* **GOAL OF THE EXERCISE**
Your answer should be the lines below from the one with "wrist: (177, 338)" to the one with "middle dip: (340, 65)", both included, given again exactly and with nothing added.

* **Pictured people or hands with joints**
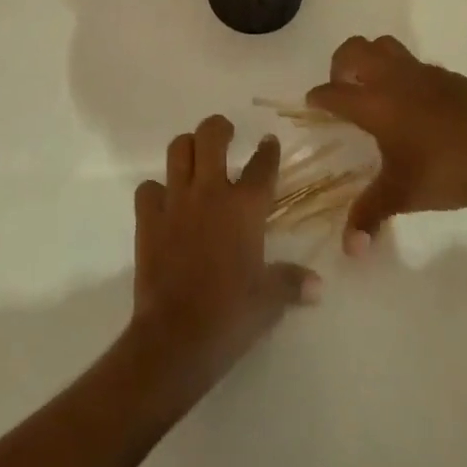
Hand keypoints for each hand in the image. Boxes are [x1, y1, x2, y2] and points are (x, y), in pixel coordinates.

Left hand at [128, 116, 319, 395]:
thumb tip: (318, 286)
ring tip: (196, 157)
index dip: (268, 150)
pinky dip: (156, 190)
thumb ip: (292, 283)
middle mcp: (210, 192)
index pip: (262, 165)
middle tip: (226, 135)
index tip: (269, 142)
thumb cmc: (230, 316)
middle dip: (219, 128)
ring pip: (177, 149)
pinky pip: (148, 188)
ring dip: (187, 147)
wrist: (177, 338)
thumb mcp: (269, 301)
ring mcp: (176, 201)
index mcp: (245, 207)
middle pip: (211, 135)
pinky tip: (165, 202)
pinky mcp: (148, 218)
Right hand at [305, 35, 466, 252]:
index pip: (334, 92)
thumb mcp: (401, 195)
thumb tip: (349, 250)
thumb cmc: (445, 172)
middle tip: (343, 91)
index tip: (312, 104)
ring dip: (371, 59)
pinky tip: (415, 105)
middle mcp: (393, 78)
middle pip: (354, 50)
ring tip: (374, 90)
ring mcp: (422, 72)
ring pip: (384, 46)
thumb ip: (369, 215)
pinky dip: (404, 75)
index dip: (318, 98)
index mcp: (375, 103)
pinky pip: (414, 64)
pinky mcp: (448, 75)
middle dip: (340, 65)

--

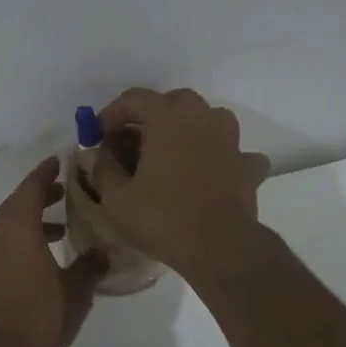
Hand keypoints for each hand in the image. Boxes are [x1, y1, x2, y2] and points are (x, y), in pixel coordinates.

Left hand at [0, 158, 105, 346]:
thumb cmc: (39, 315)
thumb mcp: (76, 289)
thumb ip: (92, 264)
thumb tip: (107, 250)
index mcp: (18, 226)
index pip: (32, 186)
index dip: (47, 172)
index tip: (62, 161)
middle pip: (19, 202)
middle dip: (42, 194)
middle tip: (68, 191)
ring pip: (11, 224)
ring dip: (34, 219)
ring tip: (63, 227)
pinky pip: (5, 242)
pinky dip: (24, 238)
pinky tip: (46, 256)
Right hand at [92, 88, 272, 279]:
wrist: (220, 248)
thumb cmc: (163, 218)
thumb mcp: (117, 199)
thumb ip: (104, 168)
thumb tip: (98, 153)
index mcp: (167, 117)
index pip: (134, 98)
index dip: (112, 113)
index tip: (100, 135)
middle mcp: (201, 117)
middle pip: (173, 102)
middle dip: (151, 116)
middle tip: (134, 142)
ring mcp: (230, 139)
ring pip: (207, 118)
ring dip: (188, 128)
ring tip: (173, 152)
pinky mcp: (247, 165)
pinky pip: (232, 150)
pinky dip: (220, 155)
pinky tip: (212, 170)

* **EXERCISE SOLUTION**
wrist: (177, 338)
thumb mcp: (269, 301)
ring mcp: (176, 201)
index mcp: (245, 207)
middle pip: (211, 135)
pinky tip: (165, 202)
pinky mcp: (148, 218)
Right hand at [305, 35, 466, 252]:
index pip: (334, 92)
thumb mcp: (401, 195)
thumb tip: (349, 250)
thumb cmc: (445, 172)
middle tip: (343, 91)
index tip: (312, 104)
ring dip: (371, 59)
pinky tip: (415, 105)
middle mcp: (393, 78)
middle pip: (354, 50)
ring tip: (374, 90)
ring mcp: (422, 72)
ring pip: (384, 46)
thumb ip: (369, 215)
pinky dip: (404, 75)
index dip: (318, 98)
index mcp: (375, 103)
pinky pip: (414, 64)
pinky mcp: (448, 75)
middle dip: (340, 65)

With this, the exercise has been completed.